14 Ekim 2014 Salı

Çocuk Yetiştirmek Vol.1

Bugünlerde biraz dalgınım, hafızamı zorluyorum sık sık... Çocukluğumu hatırlamak için. İnsan çocukluğunda yaşadıklarını ebeveyn olunca kendi çocuğuna uyguluyormuş. Düşündüm gerçekten hak verdim. Nesilden nesile aktarılan genler gibi çocukluğumuzda yaşadığımız iyi, kötü her şeyi bizde kendi çocuğumuza aktarıyoruz. Aktarmayıpta ne yapacaktık diyenler olabilir :) ya da bunun neresi kötü ki diyenler.... Aslında ortalama olarak iyi bir çocukluk geçirdiyseniz belki de çok fazla endişe etmenize gerek olmayabilir. Ama biraz sıkıntılı bir çocukluk döneminden geçtiyseniz, kendi benliğinizde geliştirdiğiniz savunma mekanizmaları, korku, endişe ve daha bilumum zımbırtıyı farkında olarak veya olmayarak çocuğunuza aktarmış oluyorsunuz. Aktardıklarımız sadece çocukluğumuzla sınırlı değil, aynı zamanda anne ve babalarımızdan öğrendiğimiz anne-baba rol modellerini, çocuk yetiştirmeyle ilgili doğru bilinen tüm yanlışları gelecek nesillere aktarıp devamlılığını sağlıyoruz. Öyle az buz bir iş yapmıyoruz yani :)


İşte bende bu sebeple çocukluğumu, korkularımı, endişelerimi, doğru bilinen yanlışları, toplumdaki anne-baba rol modellerini düşünüyorum bir süredir. Sabırsız kişiliğim acaba ona nasıl etki ediyor? Çarçabuk bir şeyleri hallettiğim için mutlu olduğum, pratik olduğum için kendimi takdir ederek üzerine düşünmeden geçtiğim günlük birçok olayda veya rutinde Güney nasıl etkileniyor acaba? Sonuçta onun öğrenmek için zaman ve hata yapmaya ihtiyacı var, peki ben ona bu zamanı veriyor muyum?  Günlük iş hayatı, yoğunluk akşam eve yorgun gelip bir de çocukla uğraşmak diye sıraladığım bahaneler için ağzımı açacak olduğumda kendi kendimin ağzına bir tane patlatasım geliyor. Böyle olacağını biliyordum ve hiçbir şey bahane olmamalı aslında.
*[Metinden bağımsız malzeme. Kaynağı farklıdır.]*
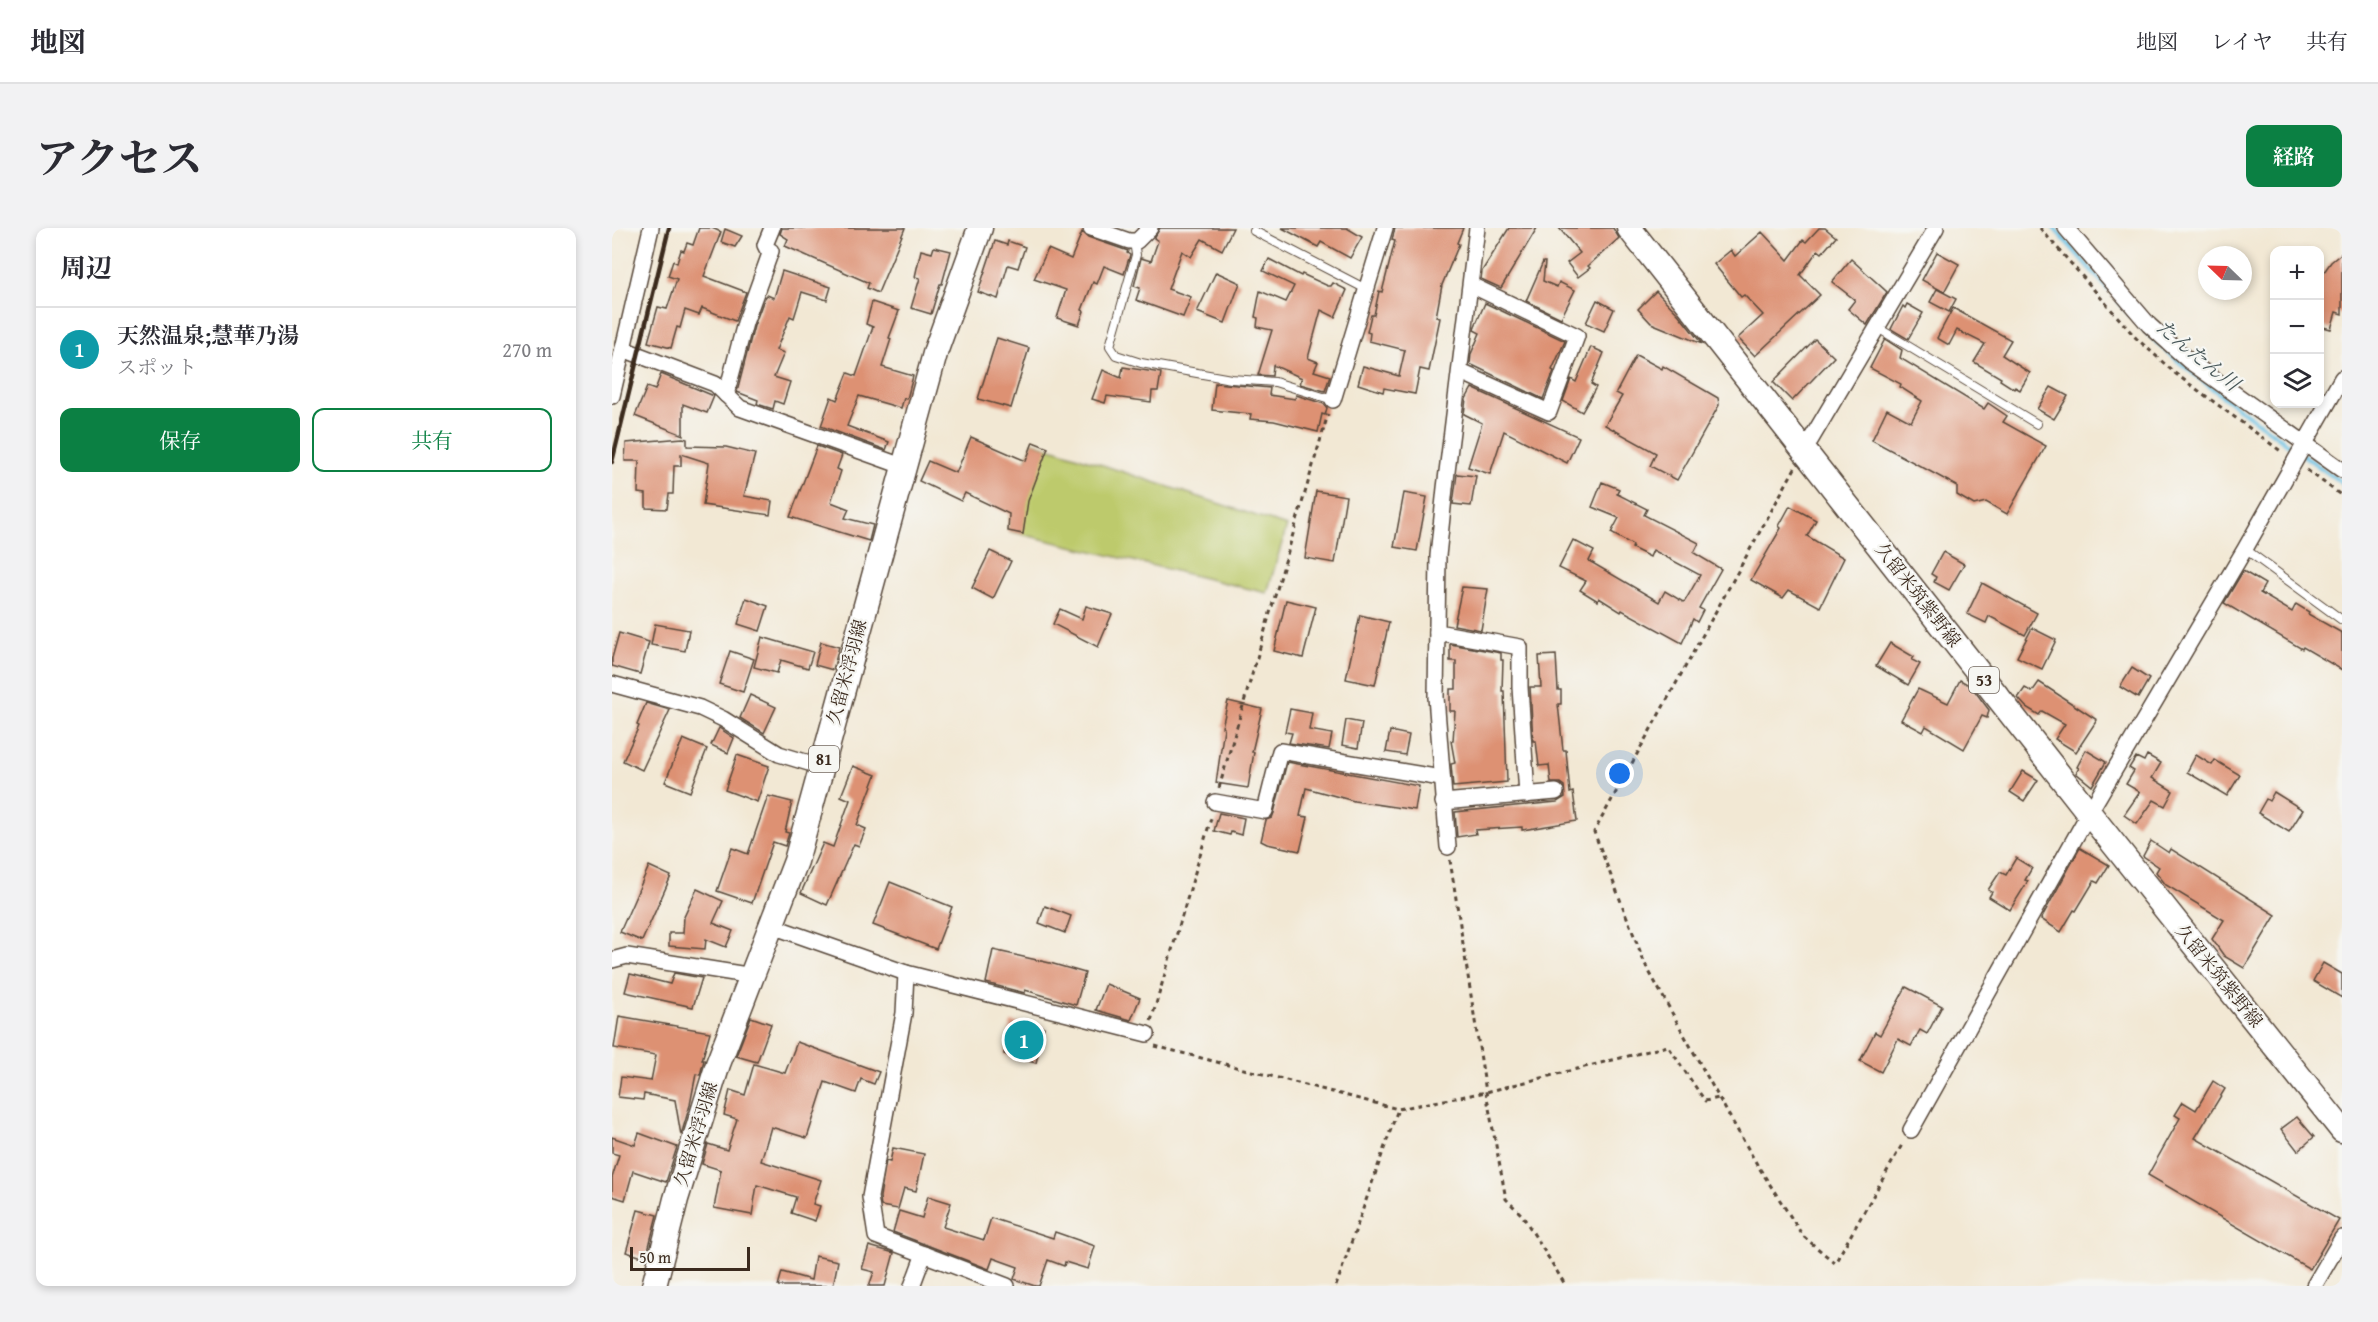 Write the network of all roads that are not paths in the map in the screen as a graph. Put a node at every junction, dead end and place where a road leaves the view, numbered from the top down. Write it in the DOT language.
graph roads {
  1 [pos="651,228"];
  2 [pos="772,228"];
  3 [pos="980,228"];
  4 [pos="1090,228"];
  5 [pos="1150,228"];
  6 [pos="1385,228"];
  7 [pos="1478,228"];
  8 [pos="1629,228"];
  9 [pos="1936,228"];
  10 [pos="2066,228"];
  11 [pos="1254,231"];
  12 [pos="1134,241"];
  13 [pos="1471,285"];
  14 [pos="1366,289"];
  15 [pos="1878,328"];
  16 [pos="623,349"];
  17 [pos="1461,372"];
  18 [pos="2342,378"];
  19 [pos="726,395"];
  20 [pos="612,396"];
  21 [pos="1333,400"];
  22 [pos="2037,424"];
  23 [pos="2300,449"];
  24 [pos="1804,451"];
  25 [pos="905,467"];
  26 [pos="2342,471"];
  27 [pos="2245,549"];
  28 [pos="2342,620"];
  29 [pos="1437,632"];
  30 [pos="612,684"];
  31 [pos="822,767"];
  32 [pos="1441,778"];
  33 [pos="1556,792"];
  34 [pos="1527,795"];
  35 [pos="1215,802"];
  36 [pos="1443,802"];
  37 [pos="2089,813"];
  38 [pos="1448,847"];
  39 [pos="772,926"];
  40 [pos="612,960"];
  41 [pos="906,973"];
  42 [pos="753,976"];
  43 [pos="1147,1034"];
  44 [pos="1911,1130"];
  45 [pos="2342,1130"];
  46 [pos="2342,1238"];
  47 [pos="924,1254"];
  48 [pos="654,1286"];
  49 [pos="912,1286"];
  50 [pos="1006,1286"];
  51 [pos="2314,1286"];
  1 -- 16 [label="street"];
  2 -- 19 [label="street"];
  3 -- 25 [label="main road, 久留米浮羽線 / 81"];
  4 -- 12 [label="street"];
  5 -- 12 [label="street"];
  6 -- 14 [label="street"];
  7 -- 13 [label="street"];
  8 -- 24 [label="main road, 久留米筑紫野線 / 53"];
  9 -- 15 [label="street"];
  10 -- 23 [label="street"];
  11 -- 14 [label="lane"];
  12 -- 21 [label="lane"];
  13 -- 17 [label="street"];
  13 -- 17 [label="street"];
  14 -- 21 [label="street"];
  15 -- 22 [label="lane"];
  15 -- 24 [label="street"];
  16 -- 19 [label="street"];
  16 -- 20 [label="street"];
  17 -- 29 [label="street"];
  18 -- 23 [label="street"];
  19 -- 25 [label="street"];
  23 -- 26 [label="street"];
  23 -- 27 [label="street"];
  24 -- 37 [label="main road, 久留米筑紫野線 / 53"];
  25 -- 31 [label="main road, 久留米浮羽線 / 81"];
  27 -- 28 [label="lane"];
  27 -- 37 [label="street"];
  29 -- 32 [label="street"];
  29 -- 34 [label="street"];
  30 -- 31 [label="street"];
  31 -- 39 [label="main road, 久留米浮羽線 / 81"];
  32 -- 35 [label="street"];
  32 -- 36 [label="street"];
  33 -- 34 [label="street"];
  34 -- 36 [label="street"];
  36 -- 38 [label="street"];
  37 -- 44 [label="street"];
  37 -- 45 [label="main road, 久留米筑紫野線 / 53"];
  39 -- 41 [label="street"];
  39 -- 42 [label="main road, 久留米浮羽線 / 81"];
  40 -- 42 [label="street"];
  41 -- 43 [label="street"];
  41 -- 47 [label="street"];
  42 -- 48 [label="main road, 久留米浮羽線 / 81"];
  46 -- 51 [label="street"];
  47 -- 49 [label="street"];
  47 -- 50 [label="street"];
}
Yine kendime bir tür savunma mekanizması geliştirdiğimi düşünüp başka çözüm yolları arıyorum.

Örneğin herhangi bir eşya kırıldığında kendisine zarar verecek korkusuyla gayri ihtiyari hiiiihhhh diye bağırıyorum ya, o ne hissediyor? Sadece korkuyor. Sonra çok üzülüyorum böyle bir tepki verdiğim için. Banyodaki tüm dolapları boşalttığında, eline geçen hemen hemen her şeyi (evin anahtarları, telefonlar dahil) çöpe ya da klozete attığında hayır deyip o an kızdığımı belli etmek, nerede durması gerektiğini anlatmak istiyorum. Kendine zarar verecek hiçbir şeyin farkında değil ve delicesine balıklama dalıyor tüm tehlikeli aksiyonlara. Sonuçta her şeyine eyvalah denilen o şımarık çocuklardan da olmasını istemiyorum. Ağaç yaşken eğilmeliyi de unutmamalı. "Hem cam kenarı olsun hem bağyan yanı" mevzusu yani :) 

İşte asıl sorun burada başlıyor ne zaman nerede ne tepki vereceğim konusunda özellikle bu dönem kafam çok karışık. Çünkü bu dönem neredeyse yaptığı her şey faul :) Çocukta güvenlik kaygısı sıfır. Yaramaz çocuk diyerek ona erkenden bir isim koyup yaramaz olmaya çalışmasını seyretmek istemiyorum. Bazen olmayan şeylere erkenden isim vererek aslında onlara birer kimlikte biz kazandırmış oluyoruz. Zararlı olmayan kendi yapmak istediği şeylere müsaade edip, becerisini geliştirmesine ve güven kazanmasına destek oluyoruz. Aslında bu vb birçok şeye elimizden geldiğince dikkat etmeye çalışıyoruz. "Hayır"ı daha az kullanmak için ortamı buna göre düzenleyerek, "hayır"lık işlere bulaşmasını azaltmayı da yine imkanlar el verdikçe yapıyoruz. Bazen gereğinden çok hayır dediğimi düşünüp, belli şeylere izin vereyim diyorum ama 1,5-2 yaş arası dönemin ebeveyni sınama evresi olduğunu biliyorum. Sınırlarımızı tespit etmeye çalışıyor. Su götürmez bir gerçek ki, aşırı hareketli ve enerjik olması doğası gereği. Buna seviniyorum bile, sağlıklı olduğu için. Ama bazen sabırlar tükeniyor. Şu an bana çocuk büyütmenin en zor yanı nedir deseler? Uykusuz kaldığım geceleri vs bir çırpıda geçip, doğru bir eğitim verip sağlıklı bir birey olmasını sağlamak derdim. Mesela endişelerim ona nasıl yansıyor merak ediyorum. Yapma dediklerimin çoğunu oyun sanıp gülüyor, tekrarlamak istiyor :) bazen ilgisini dağıtmak yetmiyor. 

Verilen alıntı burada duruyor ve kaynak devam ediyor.